Los drones de emergencia pasaron por el corredor recién formado, alcanzando al dron de carga justo a tiempo para estabilizarlo. Sus sistemas avanzados de visión, descendientes directos de aquellas cámaras frontales de baja resolución, trabajaban en perfecta armonía.
Mientras la crisis se disipaba, Akira se reclinó en su silla, exhalando un suspiro de alivio: “Sabes, ARIA, muchos pensaron que era una locura usar cámaras de baja resolución y simples tarjetas de colores. Decían que necesitábamos sensores más avanzados, comunicación entre drones, sistemas centralizados de control de tráfico…”.
“Pero ustedes demostraron que, a veces, la solución más simple es la más efectiva”, completó ARIA.
“Exacto”, sonrió Akira. “Y ahora, mira el resultado”.
Final feliz
El cielo de Neo-Tokyo había vuelto a su caótico orden habitual, con miles de drones danzando su ballet aéreo, entregando paquetes, salvando vidas y manteniendo el pulso de la ciudad del futuro.

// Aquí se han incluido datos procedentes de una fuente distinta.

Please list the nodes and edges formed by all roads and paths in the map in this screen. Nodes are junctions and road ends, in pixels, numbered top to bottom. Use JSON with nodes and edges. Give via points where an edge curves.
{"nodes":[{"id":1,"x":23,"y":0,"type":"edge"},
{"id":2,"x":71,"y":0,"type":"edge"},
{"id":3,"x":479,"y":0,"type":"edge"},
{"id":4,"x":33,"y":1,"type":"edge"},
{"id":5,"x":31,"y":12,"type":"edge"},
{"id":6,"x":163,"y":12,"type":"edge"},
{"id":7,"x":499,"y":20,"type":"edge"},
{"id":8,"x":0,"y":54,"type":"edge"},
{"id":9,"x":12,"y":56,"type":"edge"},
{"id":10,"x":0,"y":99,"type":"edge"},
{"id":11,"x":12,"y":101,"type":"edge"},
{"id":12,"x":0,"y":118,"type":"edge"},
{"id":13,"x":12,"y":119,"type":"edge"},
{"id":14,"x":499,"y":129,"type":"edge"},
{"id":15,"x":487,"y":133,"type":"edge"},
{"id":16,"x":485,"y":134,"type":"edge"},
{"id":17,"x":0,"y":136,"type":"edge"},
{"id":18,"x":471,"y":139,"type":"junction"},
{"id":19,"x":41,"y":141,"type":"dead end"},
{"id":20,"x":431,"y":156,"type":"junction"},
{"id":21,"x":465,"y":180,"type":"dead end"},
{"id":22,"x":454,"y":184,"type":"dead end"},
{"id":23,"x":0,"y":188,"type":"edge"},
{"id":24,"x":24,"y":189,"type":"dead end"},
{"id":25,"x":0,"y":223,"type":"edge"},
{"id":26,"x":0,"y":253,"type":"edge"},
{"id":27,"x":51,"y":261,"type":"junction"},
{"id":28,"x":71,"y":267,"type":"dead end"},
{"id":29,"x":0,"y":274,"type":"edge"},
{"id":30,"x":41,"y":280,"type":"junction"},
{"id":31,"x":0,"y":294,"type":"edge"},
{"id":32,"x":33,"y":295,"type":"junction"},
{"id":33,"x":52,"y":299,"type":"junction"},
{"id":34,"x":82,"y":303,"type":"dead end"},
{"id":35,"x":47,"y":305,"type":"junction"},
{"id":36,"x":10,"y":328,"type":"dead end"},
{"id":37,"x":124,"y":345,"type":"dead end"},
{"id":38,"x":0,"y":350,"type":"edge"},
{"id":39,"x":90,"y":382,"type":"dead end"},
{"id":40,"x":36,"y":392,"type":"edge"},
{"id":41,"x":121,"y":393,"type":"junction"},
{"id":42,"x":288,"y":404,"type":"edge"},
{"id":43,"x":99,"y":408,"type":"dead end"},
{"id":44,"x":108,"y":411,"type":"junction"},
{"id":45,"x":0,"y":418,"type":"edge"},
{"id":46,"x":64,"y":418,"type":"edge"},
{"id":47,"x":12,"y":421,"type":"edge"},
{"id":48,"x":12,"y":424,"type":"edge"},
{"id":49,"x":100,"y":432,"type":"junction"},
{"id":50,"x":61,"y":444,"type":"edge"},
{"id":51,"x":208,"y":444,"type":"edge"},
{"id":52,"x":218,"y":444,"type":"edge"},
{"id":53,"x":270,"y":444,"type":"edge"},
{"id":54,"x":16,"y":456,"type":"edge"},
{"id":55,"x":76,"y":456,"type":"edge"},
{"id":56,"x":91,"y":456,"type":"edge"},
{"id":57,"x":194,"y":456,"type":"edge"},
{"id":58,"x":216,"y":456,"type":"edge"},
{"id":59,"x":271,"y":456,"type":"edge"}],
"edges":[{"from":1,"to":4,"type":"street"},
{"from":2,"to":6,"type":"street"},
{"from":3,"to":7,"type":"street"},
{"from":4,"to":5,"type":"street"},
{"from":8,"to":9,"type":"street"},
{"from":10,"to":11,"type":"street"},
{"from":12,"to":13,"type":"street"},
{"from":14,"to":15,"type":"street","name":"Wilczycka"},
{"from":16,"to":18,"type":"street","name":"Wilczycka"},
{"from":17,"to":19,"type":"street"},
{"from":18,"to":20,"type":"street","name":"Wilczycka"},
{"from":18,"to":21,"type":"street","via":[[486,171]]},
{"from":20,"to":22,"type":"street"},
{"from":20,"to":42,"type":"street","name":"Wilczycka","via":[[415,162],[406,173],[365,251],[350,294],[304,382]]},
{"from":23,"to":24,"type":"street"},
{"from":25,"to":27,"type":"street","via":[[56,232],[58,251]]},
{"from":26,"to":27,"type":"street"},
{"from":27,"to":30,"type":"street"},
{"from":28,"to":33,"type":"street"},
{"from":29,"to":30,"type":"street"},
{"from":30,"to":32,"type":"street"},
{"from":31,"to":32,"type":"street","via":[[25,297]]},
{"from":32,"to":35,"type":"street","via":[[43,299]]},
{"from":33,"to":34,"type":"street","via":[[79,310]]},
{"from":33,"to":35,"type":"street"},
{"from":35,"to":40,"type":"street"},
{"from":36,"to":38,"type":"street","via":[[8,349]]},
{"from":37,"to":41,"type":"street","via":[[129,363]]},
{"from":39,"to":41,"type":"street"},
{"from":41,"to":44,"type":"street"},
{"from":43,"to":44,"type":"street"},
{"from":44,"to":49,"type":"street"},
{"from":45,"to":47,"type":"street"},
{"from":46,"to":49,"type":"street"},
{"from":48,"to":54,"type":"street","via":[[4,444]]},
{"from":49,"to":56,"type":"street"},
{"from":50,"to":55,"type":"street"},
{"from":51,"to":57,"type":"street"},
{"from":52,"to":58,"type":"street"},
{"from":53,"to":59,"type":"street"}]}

Cada giro y vuelo de los drones era un eco de aquellos primeros pasos titubeantes en un laboratorio lejano, una sinfonía tecnológica nacida de una idea simple pero revolucionaria.
“La verdadera genialidad”, concluyó Akira, sus ojos brillando con el reflejo de las luces de los drones, “está en encontrar soluciones elegantes a problemas complejos. Y, a veces, esas soluciones están justo frente a nuestros ojos, en este caso, frente a las cámaras de nuestros drones”.